## What is needed:
Copy out all of the entries, keeping every word the same.

## Entries provided:

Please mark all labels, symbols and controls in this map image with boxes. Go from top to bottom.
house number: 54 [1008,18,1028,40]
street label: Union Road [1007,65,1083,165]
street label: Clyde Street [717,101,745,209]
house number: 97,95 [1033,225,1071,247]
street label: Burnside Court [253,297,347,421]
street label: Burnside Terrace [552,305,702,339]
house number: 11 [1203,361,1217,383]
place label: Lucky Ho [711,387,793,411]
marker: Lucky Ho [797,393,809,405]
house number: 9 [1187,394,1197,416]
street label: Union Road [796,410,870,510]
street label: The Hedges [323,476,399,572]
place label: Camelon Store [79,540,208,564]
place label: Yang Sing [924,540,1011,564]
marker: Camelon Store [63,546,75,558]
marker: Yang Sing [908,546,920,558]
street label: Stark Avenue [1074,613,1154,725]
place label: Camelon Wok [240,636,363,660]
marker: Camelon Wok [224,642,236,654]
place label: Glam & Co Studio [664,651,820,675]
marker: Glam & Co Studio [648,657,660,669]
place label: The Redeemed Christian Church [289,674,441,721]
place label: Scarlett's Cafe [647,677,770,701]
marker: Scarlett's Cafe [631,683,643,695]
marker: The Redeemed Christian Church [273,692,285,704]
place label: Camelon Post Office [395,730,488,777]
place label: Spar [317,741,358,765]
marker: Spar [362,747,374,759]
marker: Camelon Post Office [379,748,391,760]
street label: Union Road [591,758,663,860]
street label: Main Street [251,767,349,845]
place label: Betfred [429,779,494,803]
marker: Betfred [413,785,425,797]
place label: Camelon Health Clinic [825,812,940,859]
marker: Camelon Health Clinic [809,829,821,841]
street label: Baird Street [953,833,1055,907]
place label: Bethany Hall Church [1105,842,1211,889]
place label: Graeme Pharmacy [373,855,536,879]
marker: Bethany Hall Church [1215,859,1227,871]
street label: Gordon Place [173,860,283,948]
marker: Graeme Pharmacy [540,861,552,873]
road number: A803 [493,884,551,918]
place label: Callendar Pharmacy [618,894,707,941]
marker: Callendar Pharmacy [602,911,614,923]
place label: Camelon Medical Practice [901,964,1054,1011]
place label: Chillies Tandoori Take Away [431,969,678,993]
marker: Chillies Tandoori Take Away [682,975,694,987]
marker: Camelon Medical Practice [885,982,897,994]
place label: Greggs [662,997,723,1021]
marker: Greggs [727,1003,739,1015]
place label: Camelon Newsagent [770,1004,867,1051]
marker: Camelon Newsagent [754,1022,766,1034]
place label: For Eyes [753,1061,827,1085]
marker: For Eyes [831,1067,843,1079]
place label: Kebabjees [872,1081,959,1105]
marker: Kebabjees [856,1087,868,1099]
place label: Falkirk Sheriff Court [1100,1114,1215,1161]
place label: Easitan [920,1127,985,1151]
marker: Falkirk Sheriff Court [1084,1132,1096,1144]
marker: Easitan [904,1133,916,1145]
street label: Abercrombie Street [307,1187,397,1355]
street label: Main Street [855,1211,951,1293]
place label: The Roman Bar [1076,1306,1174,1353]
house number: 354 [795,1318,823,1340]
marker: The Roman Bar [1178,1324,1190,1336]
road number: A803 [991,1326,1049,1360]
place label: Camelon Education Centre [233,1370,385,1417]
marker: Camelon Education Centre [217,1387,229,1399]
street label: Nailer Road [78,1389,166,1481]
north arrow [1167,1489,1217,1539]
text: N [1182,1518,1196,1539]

## Response for this exercise:
Please mark all labels, symbols and controls in this map image with boxes. Go from top to bottom.
house number: 54 [1008,18,1028,40]
street label: Union Road [1007,65,1083,165]
street label: Clyde Street [717,101,745,209]
house number: 97,95 [1033,225,1071,247]
street label: Burnside Court [253,297,347,421]
street label: Burnside Terrace [552,305,702,339]
house number: 11 [1203,361,1217,383]
place label: Lucky Ho [711,387,793,411]
marker: Lucky Ho [797,393,809,405]
house number: 9 [1187,394,1197,416]
street label: Union Road [796,410,870,510]
street label: The Hedges [323,476,399,572]
place label: Camelon Store [79,540,208,564]
place label: Yang Sing [924,540,1011,564]
marker: Camelon Store [63,546,75,558]
marker: Yang Sing [908,546,920,558]
street label: Stark Avenue [1074,613,1154,725]
place label: Camelon Wok [240,636,363,660]
marker: Camelon Wok [224,642,236,654]
place label: Glam & Co Studio [664,651,820,675]
marker: Glam & Co Studio [648,657,660,669]
place label: The Redeemed Christian Church [289,674,441,721]
place label: Scarlett's Cafe [647,677,770,701]
marker: Scarlett's Cafe [631,683,643,695]
marker: The Redeemed Christian Church [273,692,285,704]
place label: Camelon Post Office [395,730,488,777]
place label: Spar [317,741,358,765]
marker: Spar [362,747,374,759]
marker: Camelon Post Office [379,748,391,760]
street label: Union Road [591,758,663,860]
street label: Main Street [251,767,349,845]
place label: Betfred [429,779,494,803]
marker: Betfred [413,785,425,797]
place label: Camelon Health Clinic [825,812,940,859]
marker: Camelon Health Clinic [809,829,821,841]
street label: Baird Street [953,833,1055,907]
place label: Bethany Hall Church [1105,842,1211,889]
place label: Graeme Pharmacy [373,855,536,879]
marker: Bethany Hall Church [1215,859,1227,871]
street label: Gordon Place [173,860,283,948]
marker: Graeme Pharmacy [540,861,552,873]
road number: A803 [493,884,551,918]
place label: Callendar Pharmacy [618,894,707,941]
marker: Callendar Pharmacy [602,911,614,923]
place label: Camelon Medical Practice [901,964,1054,1011]
place label: Chillies Tandoori Take Away [431,969,678,993]
marker: Chillies Tandoori Take Away [682,975,694,987]
marker: Camelon Medical Practice [885,982,897,994]
place label: Greggs [662,997,723,1021]
marker: Greggs [727,1003,739,1015]
place label: Camelon Newsagent [770,1004,867,1051]
marker: Camelon Newsagent [754,1022,766,1034]
place label: For Eyes [753,1061,827,1085]
marker: For Eyes [831,1067,843,1079]
place label: Kebabjees [872,1081,959,1105]
marker: Kebabjees [856,1087,868,1099]
place label: Falkirk Sheriff Court [1100,1114,1215,1161]
place label: Easitan [920,1127,985,1151]
marker: Falkirk Sheriff Court [1084,1132,1096,1144]
marker: Easitan [904,1133,916,1145]
street label: Abercrombie Street [307,1187,397,1355]
street label: Main Street [855,1211,951,1293]
place label: The Roman Bar [1076,1306,1174,1353]
house number: 354 [795,1318,823,1340]
marker: The Roman Bar [1178,1324,1190,1336]
road number: A803 [991,1326,1049,1360]
place label: Camelon Education Centre [233,1370,385,1417]
marker: Camelon Education Centre [217,1387,229,1399]
street label: Nailer Road [78,1389,166,1481]
north arrow [1167,1489,1217,1539]
text: N [1182,1518,1196,1539]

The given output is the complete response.